In addition, it should be noted that the first environment data, the first user data, and the first vehicle sensor data include big data obtained from the internet of vehicles, and the second environment data, the second user data, and the second vehicle sensor data include internet of vehicles data and real-time data of individual users. The data range is wider, the generalization error of the model is reduced, the analysis result is more universal, and the result calculated by the big data analysis model can embody the characteristics of thousands of people and thousands of faces due to different data of each vehicle, so that the setting of the air conditioner is more in line with the common habits of drivers.
Step 102: and building an algorithm model according to the first environment data, the first user data and the first vehicle sensor data to obtain a result value and a characteristic equation.
In the embodiment, a fuzzy algorithm and a neural network algorithm are mainly used, and the basic processing process includes calculating the influence of one parameter on the related field, the accumulated sum of certain characteristic values of the related parameters and the corresponding weight to obtain a result value and a characteristic equation. The result value is a value representing the weight in numerical form after analyzing the weight.
Step 103: performing statistical calculation according to the result value and the characteristic equation to obtain a prediction model;
step 104: and performing calculation analysis according to the prediction model and second environmental data, second vehicle sensor data and second user data acquired by the whole vehicle, and predicting the set behavior result of the client air conditioner.
In the present embodiment, the prediction model is a model for predicting the most comfortable driving condition of the driver for the behavior habit of the driver of the individual vehicle.
Step 105: and predicting the setting behavior result of the client air conditioner and setting the parameters of the vehicle-mounted air conditioner.
In this embodiment, the result of the air conditioner setting behavior is predicted, including but not limited to air conditioner related parameters, and the vehicle-mounted air conditioner is subjected to parameter adjustment according to the predicted parameter result, where the adjustment parameters include wind speed, temperature, wind direction, internal and external circulation, air filtration, and drying. In the prior art, the parameters of the air conditioner self-adaptive adjustment comprise the wind speed and the temperature, and compared with the method, the parameters are adjusted more comprehensively, the requirements of users can be met more accurately, and the use experience of the automatic air conditioner is better.
In an adaptive air conditioner adjusting method according to an embodiment of the present invention, an algorithm building model is shown in fig. 2, and includes:
step 201: and preprocessing data according to the first environment data, the first user data and the first vehicle sensor data to obtain effective data.

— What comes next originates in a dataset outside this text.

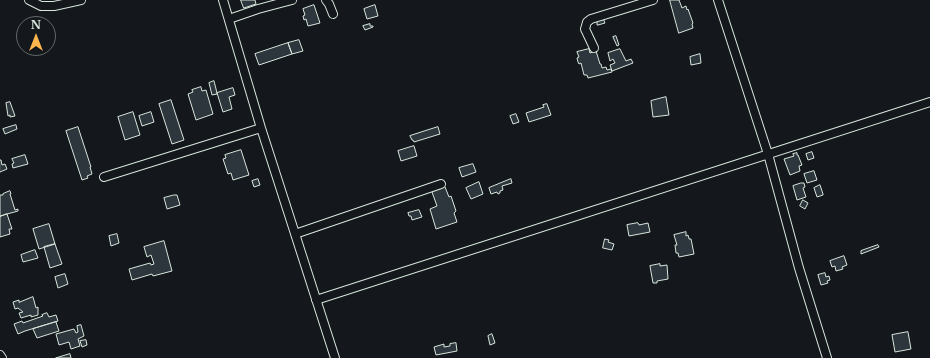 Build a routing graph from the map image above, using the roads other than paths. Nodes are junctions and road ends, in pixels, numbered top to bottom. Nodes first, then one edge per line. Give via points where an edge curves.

In this embodiment, the data preprocessing includes deleting invalid signals and abnormal signals in the data to obtain valid data. In the implementation process, faults caused by self factors or environmental factors may occur during the running of the vehicle, driving data collection is affected, and the collected data result is invalid or abnormal, so that in order to eliminate training data which bring errors to a driving behavior analysis model due to emergency situations in a journey, the data needs to be processed, and invalid signals and abnormal signals in the obtained data are deleted according to the validity and reasonableness of the data. The validity of the data is fed back by a numerical value, for example, when the feedback value is 0, the data is an invalid signal.
Step 202: and training a fuzzy algorithm and a neural network training and building model according to the effective data to obtain a result value and a characteristic equation.
In the embodiment, the model building method comprises the steps of analyzing and obtaining characteristic signals of relevant parameters according to first environment data, first user data and first vehicle sensor data; and (4) discriminating strong correlation quantity according to the characteristic signals of the correlation parameters, and using a fuzzy algorithm and neural network training to obtain a result value and a characteristic equation. The data range used by training is wide, the generalization error of the model is reduced, and the analysis result is more universal.
In an adaptive air conditioner adjusting method according to an embodiment of the present invention, a neural network training is shown in fig. 3, and includes:
step 301: according to the first environment data, the first user data and the first vehicle sensor data, models are respectively established through a decision tree algorithm, an XGboost algorithm and a random forest model algorithm, and three algorithm models are obtained.
In the embodiment, three algorithms are used for respectively building the model, the consideration range is wider, the obtained result has better effect than the model built by only considering one algorithm, and better experience can be brought to a user.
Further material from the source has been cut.